European shares tread water with Fed decision looming

Dublin closes lower with banks weak and Cairn Homes among the few to stay positive

European shares ended flat on Wednesday, as gains for the defensive real estate and utilities sectors were countered by losses in luxury good makers, with caution prevailing ahead of the US Federal Reserve’s interest rate decision.

After flitting between small gains and losses during the session, the pan-European Stoxx 600 closed with a tiny 0.02 per cent gain ahead of the US central bank’s monetary policy statement.


The Dublin market lagged other European bourses on Wednesday, closing down 0.6 per cent at 6071.87.

Irish banks remained weak with Bank of Ireland 3.5 per cent lower and AIB slipping 2 per cent.


Troubled Swiss-Irish food group Aryzta was among the biggest fallers, down 3.6 per cent on Wednesday.

Housebuilder Cairn Homes was one of the few gainers, closing up 2.5 per cent. Ires Reit, the country’s largest landlord, rose 1.8 per cent.


London's main share index weakened on Wednesday, underperforming its European peers ahead of the US Federal Reserve rate decision, with home improvement retailer Kingfisher falling the most on the bourse as it struggled to lift its earnings.

The FTSE 100 ended 0.1 per cent lower, while the domestically focused mid-cap FTSE 250 index added 0.1 per cent.

Housebuilders Taylor Wimpey, Barratt Development and Persimmon fell between 1.3 per cent and 1.8 per cent as Aer Lingus and British Airways owner IAG added 1.9 per cent after BA pilots called off a strike set for later this month.

Luxury brand Burberry reversed course to close 2.5 per cent lower. UBS analysts hiked Burberry's price target but downgraded the sector.

Royal Mail slipped 4 per cent after it confirmed that the Communication Workers Union (CWU) intends to ballot its members for industrial action against the postal company.

Small-cap Pendragon fell 10 per cent to a more than seven-year low after the car dealership chain cancelled its dividend and issued a bleak forecast as deep price cuts to offload used car inventory pushed it to a first-half loss.


Shares in Italy’s biggest utility Enel jumped 2 per cent, helping the index of Milan-listed shares outperform its European peers. The index has gained about 10 per cent from its August lows, largely due to the formation of a new government.

Swiss luxury goods group Richemont fell 6 per cent, while shares in Moncler dropped 7 per cent after its chief executive said the ongoing unrest in Hong Kong could have an impact on its business this year.

Among other decliners, DHL-owner Deutsche Post fell 1.2 per cent following US rival FedEx's profit warning overnight citing the US-China trade war.

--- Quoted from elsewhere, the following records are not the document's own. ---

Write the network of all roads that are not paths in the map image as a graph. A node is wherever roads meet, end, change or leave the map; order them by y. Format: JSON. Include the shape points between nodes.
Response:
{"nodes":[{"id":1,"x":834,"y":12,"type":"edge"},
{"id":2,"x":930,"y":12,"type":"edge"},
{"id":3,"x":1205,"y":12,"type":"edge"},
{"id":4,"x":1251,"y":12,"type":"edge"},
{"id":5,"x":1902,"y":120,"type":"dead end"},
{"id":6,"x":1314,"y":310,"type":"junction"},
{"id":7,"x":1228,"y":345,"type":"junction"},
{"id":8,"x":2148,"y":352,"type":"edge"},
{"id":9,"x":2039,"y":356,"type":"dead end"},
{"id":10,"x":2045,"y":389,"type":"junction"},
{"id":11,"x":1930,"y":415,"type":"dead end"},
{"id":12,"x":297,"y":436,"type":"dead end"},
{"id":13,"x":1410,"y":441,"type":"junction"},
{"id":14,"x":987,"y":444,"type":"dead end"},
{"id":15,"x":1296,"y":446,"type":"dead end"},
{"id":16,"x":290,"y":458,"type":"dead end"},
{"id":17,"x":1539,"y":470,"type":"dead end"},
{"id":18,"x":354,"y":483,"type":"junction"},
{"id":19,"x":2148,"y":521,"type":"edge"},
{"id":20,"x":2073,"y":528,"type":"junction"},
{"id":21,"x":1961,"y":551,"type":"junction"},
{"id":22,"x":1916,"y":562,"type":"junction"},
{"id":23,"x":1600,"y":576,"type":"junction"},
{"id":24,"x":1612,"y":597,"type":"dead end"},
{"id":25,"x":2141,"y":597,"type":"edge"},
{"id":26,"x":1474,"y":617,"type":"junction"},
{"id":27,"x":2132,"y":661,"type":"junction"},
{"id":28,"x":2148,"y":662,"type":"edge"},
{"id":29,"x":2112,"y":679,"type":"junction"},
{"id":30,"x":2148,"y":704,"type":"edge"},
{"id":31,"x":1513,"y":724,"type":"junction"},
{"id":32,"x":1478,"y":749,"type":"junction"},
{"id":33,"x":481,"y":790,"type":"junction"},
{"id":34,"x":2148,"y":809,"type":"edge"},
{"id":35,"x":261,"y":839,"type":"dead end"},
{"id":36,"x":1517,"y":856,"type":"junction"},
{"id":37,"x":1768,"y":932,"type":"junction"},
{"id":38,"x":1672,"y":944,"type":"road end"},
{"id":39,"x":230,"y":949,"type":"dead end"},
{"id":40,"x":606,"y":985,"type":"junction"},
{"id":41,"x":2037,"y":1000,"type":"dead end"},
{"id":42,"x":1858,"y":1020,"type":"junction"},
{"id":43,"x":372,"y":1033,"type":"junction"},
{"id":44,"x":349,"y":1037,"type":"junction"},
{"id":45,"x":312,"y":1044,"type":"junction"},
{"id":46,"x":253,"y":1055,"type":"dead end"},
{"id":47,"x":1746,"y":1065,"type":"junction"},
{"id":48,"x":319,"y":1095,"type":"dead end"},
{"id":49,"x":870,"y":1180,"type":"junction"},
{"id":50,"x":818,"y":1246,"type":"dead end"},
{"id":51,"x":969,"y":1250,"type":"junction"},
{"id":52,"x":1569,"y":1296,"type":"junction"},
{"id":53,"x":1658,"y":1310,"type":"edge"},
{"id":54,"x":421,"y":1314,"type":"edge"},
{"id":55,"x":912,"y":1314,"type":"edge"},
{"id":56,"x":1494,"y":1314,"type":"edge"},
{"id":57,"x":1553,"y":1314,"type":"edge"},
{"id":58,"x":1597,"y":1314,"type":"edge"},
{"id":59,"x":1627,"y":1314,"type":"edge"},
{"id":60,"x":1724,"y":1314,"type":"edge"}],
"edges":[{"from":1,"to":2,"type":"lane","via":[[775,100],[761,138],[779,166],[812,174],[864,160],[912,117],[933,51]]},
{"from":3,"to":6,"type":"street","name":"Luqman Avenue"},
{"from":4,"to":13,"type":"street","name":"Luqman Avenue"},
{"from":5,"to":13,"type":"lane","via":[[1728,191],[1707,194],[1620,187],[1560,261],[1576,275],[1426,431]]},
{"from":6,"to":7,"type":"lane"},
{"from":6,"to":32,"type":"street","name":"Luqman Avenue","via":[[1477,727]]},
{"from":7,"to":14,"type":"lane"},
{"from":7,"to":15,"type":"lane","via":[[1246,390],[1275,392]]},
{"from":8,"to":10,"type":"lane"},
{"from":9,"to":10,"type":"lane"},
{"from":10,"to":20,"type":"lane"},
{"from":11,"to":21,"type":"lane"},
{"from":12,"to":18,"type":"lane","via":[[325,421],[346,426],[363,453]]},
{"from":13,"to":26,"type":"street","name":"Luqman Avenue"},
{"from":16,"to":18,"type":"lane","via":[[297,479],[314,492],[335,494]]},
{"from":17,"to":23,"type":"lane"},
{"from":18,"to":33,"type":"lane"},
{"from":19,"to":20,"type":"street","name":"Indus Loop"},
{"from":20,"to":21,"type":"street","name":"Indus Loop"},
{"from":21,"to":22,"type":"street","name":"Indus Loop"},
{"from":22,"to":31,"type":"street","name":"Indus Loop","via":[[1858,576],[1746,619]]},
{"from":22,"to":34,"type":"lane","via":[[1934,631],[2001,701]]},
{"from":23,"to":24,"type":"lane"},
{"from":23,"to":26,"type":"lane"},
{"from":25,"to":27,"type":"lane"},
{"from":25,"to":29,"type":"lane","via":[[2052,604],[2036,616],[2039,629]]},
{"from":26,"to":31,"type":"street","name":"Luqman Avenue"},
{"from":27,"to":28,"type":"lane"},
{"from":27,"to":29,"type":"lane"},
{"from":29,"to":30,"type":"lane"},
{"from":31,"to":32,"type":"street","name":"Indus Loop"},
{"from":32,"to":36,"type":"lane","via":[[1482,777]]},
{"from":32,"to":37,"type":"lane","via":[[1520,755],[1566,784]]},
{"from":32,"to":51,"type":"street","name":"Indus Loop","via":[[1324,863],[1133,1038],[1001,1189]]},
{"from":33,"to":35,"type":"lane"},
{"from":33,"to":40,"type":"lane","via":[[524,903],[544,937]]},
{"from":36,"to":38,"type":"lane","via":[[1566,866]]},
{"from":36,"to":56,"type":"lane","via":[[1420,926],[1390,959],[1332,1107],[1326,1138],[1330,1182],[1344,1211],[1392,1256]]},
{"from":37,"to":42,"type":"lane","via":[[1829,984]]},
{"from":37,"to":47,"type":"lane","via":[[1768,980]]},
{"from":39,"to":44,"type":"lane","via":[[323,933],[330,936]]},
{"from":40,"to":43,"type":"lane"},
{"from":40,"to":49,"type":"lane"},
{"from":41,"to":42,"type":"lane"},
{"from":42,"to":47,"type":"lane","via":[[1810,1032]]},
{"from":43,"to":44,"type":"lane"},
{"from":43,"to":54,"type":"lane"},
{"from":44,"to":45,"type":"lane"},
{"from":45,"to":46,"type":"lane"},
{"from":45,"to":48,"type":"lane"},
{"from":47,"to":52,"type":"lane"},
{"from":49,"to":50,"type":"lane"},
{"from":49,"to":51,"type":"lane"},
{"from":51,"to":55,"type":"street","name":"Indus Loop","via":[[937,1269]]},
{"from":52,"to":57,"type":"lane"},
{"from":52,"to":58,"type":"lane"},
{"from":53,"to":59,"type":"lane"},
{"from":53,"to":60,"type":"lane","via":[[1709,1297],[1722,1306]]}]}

Other European mail delivery firms, DSV, Kuehne & Nagel and Royal Mail also slipped.

French utility EDF gained 3.2 per cent after it said there was no need to close any of its nuclear reactors for now following the discovery of problems with weldings.

Apple’s component suppliers AMS, STMicro and Infineon posted some of the biggest gains on the European technology subsector after strong pre-orders for the latest iteration of iPhone.


US stocks came under pressure in early trading on Wednesday after a profit warning by FedEx, while investors waited for a decision on interest rates and clues on the future of US monetary policy from the Federal Reserve.

Shares of the package delivery company tumbled 14 per cent and were on course for their sharpest one-day percentage drop since the financial crisis after FedEx blamed US-China trade tensions and a split with Amazon for its dismal full-year profit forecast.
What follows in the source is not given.